[What the task requires]: Pull out every line from the listing that has the word "Pyramid".

[Raw data]:
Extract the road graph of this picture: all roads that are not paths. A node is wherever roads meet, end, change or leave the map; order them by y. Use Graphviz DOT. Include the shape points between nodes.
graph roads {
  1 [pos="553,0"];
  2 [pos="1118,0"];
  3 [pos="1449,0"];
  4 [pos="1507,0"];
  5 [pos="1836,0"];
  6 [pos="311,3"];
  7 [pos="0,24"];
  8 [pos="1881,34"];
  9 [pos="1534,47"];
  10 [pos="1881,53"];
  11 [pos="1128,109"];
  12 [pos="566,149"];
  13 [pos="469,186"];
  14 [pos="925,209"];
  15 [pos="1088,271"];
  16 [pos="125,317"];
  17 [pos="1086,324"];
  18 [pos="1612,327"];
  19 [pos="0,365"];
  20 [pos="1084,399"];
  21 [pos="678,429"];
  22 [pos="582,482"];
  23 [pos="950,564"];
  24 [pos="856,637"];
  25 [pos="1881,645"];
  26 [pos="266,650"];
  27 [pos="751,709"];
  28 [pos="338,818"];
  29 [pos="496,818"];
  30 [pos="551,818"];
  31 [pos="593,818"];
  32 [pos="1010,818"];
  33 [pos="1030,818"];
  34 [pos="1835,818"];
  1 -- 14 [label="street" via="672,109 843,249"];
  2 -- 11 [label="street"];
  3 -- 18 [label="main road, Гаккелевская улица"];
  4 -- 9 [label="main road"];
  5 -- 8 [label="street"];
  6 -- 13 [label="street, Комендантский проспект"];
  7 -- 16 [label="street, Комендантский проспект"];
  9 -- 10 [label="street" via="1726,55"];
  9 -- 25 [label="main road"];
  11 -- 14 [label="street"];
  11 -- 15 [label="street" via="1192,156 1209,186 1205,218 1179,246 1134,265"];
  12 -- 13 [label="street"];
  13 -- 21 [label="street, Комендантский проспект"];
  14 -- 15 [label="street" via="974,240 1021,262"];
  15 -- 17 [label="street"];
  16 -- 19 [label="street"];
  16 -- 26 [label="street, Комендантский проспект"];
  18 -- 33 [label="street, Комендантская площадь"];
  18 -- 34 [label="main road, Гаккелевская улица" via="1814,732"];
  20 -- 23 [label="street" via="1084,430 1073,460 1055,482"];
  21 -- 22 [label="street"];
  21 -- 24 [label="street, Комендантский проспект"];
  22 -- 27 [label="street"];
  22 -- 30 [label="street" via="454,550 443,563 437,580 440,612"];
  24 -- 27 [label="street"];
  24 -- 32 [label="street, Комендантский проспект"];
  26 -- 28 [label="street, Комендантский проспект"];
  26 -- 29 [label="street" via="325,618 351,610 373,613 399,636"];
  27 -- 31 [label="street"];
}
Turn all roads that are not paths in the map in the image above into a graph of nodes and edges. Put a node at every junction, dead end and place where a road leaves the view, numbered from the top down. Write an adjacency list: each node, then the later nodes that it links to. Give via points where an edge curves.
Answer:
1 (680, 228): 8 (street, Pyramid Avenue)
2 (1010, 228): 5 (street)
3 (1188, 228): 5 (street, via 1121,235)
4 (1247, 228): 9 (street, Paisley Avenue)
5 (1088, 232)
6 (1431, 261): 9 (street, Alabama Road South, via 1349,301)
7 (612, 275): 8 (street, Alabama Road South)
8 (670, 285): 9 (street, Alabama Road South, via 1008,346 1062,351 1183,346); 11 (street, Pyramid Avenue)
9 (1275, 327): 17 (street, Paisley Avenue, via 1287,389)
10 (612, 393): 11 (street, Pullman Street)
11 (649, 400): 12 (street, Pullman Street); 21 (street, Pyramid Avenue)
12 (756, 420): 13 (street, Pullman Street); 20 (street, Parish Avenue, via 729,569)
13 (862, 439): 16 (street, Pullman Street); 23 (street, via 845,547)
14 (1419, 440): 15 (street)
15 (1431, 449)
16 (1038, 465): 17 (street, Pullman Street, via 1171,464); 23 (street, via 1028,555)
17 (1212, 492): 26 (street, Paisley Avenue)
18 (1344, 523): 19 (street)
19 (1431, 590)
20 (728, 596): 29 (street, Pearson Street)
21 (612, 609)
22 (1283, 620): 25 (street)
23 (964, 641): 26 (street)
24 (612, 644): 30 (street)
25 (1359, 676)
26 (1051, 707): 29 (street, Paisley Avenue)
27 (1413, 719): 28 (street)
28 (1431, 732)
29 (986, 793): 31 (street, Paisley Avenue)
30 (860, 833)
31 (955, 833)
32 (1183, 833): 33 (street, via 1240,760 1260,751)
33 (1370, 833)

[Exercise result]:
1 (680, 228): 8 (street, Pyramid Avenue)
8 (670, 285): 9 (street, Alabama Road South, via 1008,346 1062,351 1183,346); 11 (street, Pyramid Avenue)
11 (649, 400): 12 (street, Pullman Street); 21 (street, Pyramid Avenue)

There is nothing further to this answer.